**Entries supplied**
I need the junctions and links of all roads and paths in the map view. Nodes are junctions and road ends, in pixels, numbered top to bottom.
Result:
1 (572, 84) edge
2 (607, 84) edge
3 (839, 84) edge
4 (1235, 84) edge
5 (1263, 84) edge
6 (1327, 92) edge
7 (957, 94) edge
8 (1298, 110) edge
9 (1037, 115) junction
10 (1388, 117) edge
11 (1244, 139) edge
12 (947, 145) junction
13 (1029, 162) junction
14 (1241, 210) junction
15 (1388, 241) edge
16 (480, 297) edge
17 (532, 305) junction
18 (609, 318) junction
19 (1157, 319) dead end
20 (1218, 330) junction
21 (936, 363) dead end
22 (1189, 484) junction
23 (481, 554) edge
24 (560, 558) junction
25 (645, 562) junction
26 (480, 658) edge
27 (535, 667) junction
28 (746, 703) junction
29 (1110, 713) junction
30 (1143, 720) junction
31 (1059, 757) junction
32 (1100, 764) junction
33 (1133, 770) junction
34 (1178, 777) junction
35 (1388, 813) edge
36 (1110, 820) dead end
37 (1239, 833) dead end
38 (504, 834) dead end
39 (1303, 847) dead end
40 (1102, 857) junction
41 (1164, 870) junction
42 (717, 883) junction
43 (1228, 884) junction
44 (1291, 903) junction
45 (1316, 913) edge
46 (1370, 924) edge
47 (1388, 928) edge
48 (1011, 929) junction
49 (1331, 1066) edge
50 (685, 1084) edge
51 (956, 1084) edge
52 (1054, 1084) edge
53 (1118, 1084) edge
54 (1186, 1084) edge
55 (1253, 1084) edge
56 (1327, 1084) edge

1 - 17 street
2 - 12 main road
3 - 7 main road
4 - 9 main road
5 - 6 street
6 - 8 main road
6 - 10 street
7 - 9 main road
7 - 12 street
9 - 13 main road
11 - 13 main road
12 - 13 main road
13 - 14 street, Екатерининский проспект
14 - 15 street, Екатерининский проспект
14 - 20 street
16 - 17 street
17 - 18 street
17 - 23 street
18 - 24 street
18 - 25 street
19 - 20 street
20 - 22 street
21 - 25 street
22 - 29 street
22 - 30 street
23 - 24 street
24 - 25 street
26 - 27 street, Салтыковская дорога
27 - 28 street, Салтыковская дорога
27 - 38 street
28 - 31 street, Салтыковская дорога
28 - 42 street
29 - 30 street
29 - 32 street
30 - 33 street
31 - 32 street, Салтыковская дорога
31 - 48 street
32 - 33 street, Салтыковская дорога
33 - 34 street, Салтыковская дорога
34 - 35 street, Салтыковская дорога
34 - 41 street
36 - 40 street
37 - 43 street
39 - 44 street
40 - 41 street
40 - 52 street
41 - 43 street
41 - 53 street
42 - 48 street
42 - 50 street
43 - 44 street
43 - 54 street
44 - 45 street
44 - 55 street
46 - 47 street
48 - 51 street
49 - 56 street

**What you are asked to do**
Starting at the first entry and ending at the last, reproduce each one exactly.

**Exercise output**
I need the junctions and links of all roads and paths in the map view. Nodes are junctions and road ends, in pixels, numbered top to bottom.
Result:
1 (572, 84) edge
2 (607, 84) edge
3 (839, 84) edge
4 (1235, 84) edge
5 (1263, 84) edge
6 (1327, 92) edge
7 (957, 94) edge
8 (1298, 110) edge
9 (1037, 115) junction
10 (1388, 117) edge
11 (1244, 139) edge
12 (947, 145) junction
13 (1029, 162) junction
14 (1241, 210) junction
15 (1388, 241) edge
16 (480, 297) edge
17 (532, 305) junction
18 (609, 318) junction
19 (1157, 319) dead end
20 (1218, 330) junction
21 (936, 363) dead end
22 (1189, 484) junction
23 (481, 554) edge
24 (560, 558) junction
25 (645, 562) junction
26 (480, 658) edge
27 (535, 667) junction
28 (746, 703) junction
29 (1110, 713) junction
30 (1143, 720) junction
31 (1059, 757) junction
32 (1100, 764) junction
33 (1133, 770) junction
34 (1178, 777) junction
35 (1388, 813) edge
36 (1110, 820) dead end
37 (1239, 833) dead end
38 (504, 834) dead end
39 (1303, 847) dead end
40 (1102, 857) junction
41 (1164, 870) junction
42 (717, 883) junction
43 (1228, 884) junction
44 (1291, 903) junction
45 (1316, 913) edge
46 (1370, 924) edge
47 (1388, 928) edge
48 (1011, 929) junction
49 (1331, 1066) edge
50 (685, 1084) edge
51 (956, 1084) edge
52 (1054, 1084) edge
53 (1118, 1084) edge
54 (1186, 1084) edge
55 (1253, 1084) edge
56 (1327, 1084) edge

1 - 17 street
2 - 12 main road
3 - 7 main road
4 - 9 main road
5 - 6 street
6 - 8 main road
6 - 10 street
7 - 9 main road
7 - 12 street
9 - 13 main road
11 - 13 main road
12 - 13 main road
13 - 14 street, Екатерининский проспект
14 - 15 street, Екатерининский проспект
14 - 20 street
16 - 17 street
17 - 18 street
17 - 23 street
18 - 24 street
18 - 25 street
19 - 20 street
20 - 22 street
21 - 25 street
22 - 29 street
22 - 30 street
23 - 24 street
24 - 25 street
26 - 27 street, Салтыковская дорога
27 - 28 street, Салтыковская дорога
27 - 38 street
28 - 31 street, Салтыковская дорога
28 - 42 street
29 - 30 street
29 - 32 street
30 - 33 street
31 - 32 street, Салтыковская дорога
31 - 48 street
32 - 33 street, Салтыковская дорога
33 - 34 street, Салтыковская дорога
34 - 35 street, Салтыковская дорога
34 - 41 street
36 - 40 street
37 - 43 street
39 - 44 street
40 - 41 street
40 - 52 street
41 - 43 street
41 - 53 street
42 - 48 street
42 - 50 street
43 - 44 street
43 - 54 street
44 - 45 street
44 - 55 street
46 - 47 street
48 - 51 street
49 - 56 street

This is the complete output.